WHAT TO DO:
Filter the records for "Barão" and keep each line that has it.
--- AVAILABLE RECORDS Enclosed Below ---
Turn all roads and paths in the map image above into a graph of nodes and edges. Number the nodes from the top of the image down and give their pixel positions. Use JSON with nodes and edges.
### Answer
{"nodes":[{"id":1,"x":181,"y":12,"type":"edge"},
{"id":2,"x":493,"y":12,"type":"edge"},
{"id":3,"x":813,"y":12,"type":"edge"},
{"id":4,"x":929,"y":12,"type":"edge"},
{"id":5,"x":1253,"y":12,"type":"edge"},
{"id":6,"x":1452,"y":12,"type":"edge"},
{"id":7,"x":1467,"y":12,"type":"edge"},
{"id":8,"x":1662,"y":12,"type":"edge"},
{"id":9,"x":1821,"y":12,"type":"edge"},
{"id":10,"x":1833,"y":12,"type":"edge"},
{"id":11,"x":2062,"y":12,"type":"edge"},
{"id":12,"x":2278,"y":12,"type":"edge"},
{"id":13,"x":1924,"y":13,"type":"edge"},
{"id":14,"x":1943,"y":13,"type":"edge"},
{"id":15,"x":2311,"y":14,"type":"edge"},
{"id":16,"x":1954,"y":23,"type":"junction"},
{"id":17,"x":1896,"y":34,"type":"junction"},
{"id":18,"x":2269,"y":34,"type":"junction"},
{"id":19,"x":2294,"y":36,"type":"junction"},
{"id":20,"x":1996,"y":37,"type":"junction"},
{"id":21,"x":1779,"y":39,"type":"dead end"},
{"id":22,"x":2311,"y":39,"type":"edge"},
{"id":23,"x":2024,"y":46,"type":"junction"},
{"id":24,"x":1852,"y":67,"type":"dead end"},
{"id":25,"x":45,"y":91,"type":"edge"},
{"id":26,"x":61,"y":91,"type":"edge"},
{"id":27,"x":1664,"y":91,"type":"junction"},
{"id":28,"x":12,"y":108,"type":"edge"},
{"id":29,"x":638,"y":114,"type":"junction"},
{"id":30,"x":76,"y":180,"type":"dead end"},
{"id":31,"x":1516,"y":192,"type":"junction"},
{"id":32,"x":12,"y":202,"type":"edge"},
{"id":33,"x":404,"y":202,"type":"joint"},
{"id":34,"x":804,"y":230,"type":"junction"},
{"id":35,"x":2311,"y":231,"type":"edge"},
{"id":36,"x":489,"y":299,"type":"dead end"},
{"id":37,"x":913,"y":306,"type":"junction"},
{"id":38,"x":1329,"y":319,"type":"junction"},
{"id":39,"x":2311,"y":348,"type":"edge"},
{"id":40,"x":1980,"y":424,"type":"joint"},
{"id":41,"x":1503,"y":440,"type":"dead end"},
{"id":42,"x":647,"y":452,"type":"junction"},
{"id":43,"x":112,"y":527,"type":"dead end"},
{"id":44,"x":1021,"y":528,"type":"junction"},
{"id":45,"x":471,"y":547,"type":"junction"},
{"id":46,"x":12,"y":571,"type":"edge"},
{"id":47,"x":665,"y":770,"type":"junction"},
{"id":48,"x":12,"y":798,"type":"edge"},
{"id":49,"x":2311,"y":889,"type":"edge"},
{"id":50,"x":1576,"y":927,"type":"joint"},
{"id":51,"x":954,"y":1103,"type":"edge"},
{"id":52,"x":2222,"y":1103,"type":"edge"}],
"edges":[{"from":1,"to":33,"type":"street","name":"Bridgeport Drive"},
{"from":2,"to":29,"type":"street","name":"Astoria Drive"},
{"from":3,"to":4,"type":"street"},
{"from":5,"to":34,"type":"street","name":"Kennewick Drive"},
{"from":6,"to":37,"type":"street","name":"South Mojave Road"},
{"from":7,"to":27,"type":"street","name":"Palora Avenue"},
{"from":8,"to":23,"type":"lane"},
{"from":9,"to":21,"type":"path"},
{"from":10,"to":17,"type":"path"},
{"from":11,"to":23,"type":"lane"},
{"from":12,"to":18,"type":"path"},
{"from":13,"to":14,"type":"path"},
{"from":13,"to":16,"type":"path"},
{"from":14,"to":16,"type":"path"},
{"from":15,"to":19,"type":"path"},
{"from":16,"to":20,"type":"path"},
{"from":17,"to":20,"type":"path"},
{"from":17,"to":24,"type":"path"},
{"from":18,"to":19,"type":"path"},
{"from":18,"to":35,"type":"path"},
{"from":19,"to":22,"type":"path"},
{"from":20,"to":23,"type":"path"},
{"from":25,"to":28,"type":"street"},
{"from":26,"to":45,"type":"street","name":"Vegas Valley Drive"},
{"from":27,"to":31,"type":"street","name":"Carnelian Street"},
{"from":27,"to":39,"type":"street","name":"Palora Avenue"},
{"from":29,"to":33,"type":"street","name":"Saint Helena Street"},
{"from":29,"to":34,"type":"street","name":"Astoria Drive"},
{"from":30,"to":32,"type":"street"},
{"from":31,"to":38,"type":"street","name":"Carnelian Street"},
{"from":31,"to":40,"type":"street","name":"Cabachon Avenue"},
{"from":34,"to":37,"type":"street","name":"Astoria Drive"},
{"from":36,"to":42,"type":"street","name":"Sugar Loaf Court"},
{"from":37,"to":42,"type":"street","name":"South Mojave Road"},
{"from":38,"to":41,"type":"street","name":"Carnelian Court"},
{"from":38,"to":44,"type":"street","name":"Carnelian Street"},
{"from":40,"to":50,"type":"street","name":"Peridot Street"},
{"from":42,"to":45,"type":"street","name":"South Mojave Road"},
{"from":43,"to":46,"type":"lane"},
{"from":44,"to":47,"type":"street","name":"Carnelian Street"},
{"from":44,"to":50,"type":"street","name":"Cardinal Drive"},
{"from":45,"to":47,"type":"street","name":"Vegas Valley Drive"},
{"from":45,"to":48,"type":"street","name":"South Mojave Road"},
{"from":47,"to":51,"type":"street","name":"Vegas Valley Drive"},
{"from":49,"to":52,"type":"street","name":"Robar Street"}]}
--- End of Enclosed AVAILABLE RECORDS ---
--- AVAILABLE RECORDS Enclosed Below ---
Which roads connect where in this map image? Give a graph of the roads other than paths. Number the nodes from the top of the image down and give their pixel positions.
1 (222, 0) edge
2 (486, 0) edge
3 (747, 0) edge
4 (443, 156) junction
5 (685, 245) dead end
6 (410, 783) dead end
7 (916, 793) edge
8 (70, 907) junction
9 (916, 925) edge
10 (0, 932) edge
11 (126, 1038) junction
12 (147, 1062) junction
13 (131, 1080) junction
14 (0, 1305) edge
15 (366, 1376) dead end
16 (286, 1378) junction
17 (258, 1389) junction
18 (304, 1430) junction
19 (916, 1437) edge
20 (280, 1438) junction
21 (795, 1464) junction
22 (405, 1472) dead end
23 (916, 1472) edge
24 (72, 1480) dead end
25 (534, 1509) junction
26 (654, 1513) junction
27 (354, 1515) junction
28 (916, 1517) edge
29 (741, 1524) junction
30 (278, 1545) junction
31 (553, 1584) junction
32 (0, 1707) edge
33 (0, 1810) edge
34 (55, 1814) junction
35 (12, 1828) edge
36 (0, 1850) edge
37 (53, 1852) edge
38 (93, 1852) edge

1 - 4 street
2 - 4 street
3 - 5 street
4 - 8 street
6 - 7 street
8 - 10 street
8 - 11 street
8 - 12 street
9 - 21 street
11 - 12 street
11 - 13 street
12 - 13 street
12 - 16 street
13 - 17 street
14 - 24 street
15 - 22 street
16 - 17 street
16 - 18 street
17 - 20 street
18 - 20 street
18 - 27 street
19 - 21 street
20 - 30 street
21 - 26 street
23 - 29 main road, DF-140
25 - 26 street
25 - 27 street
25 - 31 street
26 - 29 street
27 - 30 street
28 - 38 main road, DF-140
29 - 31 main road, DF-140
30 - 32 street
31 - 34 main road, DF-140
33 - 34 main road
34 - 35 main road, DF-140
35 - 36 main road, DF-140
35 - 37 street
--- End of Enclosed AVAILABLE RECORDS ---
--- AVAILABLE RECORDS Enclosed Below ---
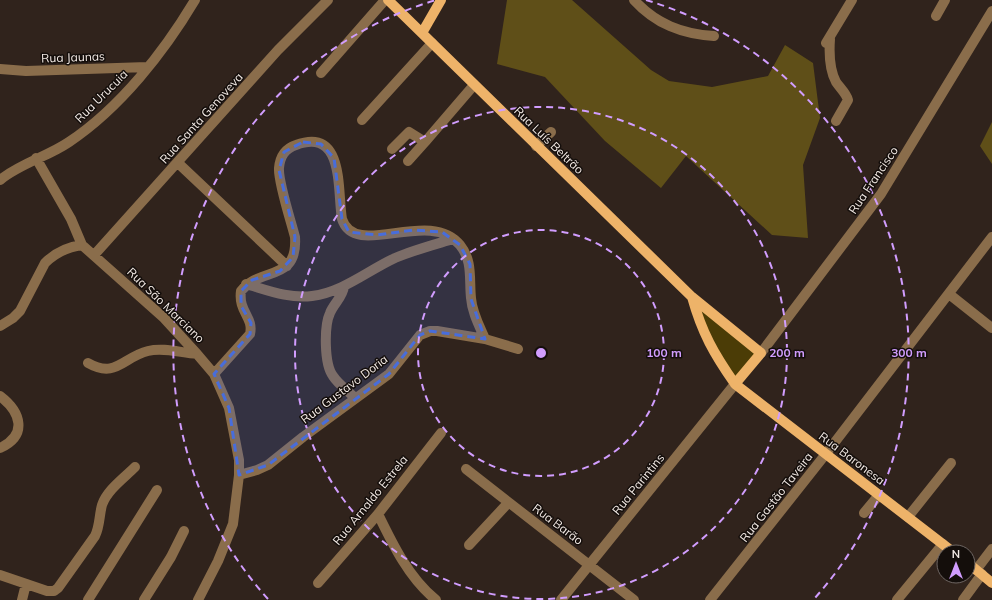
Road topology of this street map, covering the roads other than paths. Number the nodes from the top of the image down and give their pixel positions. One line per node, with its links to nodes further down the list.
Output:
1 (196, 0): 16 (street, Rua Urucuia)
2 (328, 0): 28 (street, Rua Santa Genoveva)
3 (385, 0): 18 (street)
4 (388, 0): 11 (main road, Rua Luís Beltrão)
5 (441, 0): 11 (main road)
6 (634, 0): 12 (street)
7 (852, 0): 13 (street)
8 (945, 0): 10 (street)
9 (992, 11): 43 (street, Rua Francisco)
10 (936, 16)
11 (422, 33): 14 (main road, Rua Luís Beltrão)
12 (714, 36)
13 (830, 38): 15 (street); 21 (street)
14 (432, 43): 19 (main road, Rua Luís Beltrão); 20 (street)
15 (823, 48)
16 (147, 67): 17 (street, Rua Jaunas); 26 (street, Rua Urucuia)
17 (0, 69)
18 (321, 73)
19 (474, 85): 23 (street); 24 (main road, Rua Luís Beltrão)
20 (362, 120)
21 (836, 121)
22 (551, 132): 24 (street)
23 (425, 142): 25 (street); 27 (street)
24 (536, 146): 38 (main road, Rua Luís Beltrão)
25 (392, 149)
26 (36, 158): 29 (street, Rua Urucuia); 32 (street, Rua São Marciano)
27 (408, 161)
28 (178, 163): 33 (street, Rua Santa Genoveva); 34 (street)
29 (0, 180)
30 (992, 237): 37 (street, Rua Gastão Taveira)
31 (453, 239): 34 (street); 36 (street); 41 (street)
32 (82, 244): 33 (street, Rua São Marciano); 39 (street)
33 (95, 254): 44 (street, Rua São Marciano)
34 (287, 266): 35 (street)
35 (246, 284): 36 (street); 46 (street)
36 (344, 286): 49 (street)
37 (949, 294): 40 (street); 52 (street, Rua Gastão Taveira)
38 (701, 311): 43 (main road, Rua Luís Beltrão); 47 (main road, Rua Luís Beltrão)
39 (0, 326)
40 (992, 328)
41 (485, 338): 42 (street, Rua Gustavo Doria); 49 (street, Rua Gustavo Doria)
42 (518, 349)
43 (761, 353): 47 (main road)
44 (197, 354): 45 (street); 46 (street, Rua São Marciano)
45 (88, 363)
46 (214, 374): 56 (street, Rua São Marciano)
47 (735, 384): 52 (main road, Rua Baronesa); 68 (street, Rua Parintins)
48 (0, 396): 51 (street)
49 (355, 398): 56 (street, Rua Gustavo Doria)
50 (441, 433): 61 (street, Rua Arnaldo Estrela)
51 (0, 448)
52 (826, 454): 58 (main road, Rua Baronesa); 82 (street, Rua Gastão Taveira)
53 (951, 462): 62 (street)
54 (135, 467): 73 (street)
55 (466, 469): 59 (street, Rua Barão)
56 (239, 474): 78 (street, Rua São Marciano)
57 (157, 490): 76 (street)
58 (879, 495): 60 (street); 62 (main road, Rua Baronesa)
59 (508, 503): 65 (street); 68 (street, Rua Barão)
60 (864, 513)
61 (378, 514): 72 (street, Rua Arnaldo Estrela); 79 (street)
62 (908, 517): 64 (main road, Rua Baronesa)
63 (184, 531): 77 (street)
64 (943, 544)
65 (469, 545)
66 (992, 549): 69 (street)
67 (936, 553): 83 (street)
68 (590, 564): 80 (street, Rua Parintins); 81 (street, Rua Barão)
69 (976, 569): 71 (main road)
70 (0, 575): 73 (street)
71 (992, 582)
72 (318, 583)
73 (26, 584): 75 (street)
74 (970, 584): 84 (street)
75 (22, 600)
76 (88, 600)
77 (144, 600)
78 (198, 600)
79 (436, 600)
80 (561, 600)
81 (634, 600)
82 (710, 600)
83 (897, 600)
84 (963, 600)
--- End of Enclosed AVAILABLE RECORDS ---
EXERCISE ANSWER:
55 (466, 469): 59 (street, Rua Barão)
59 (508, 503): 65 (street); 68 (street, Rua Barão)
68 (590, 564): 80 (street, Rua Parintins); 81 (street, Rua Barão)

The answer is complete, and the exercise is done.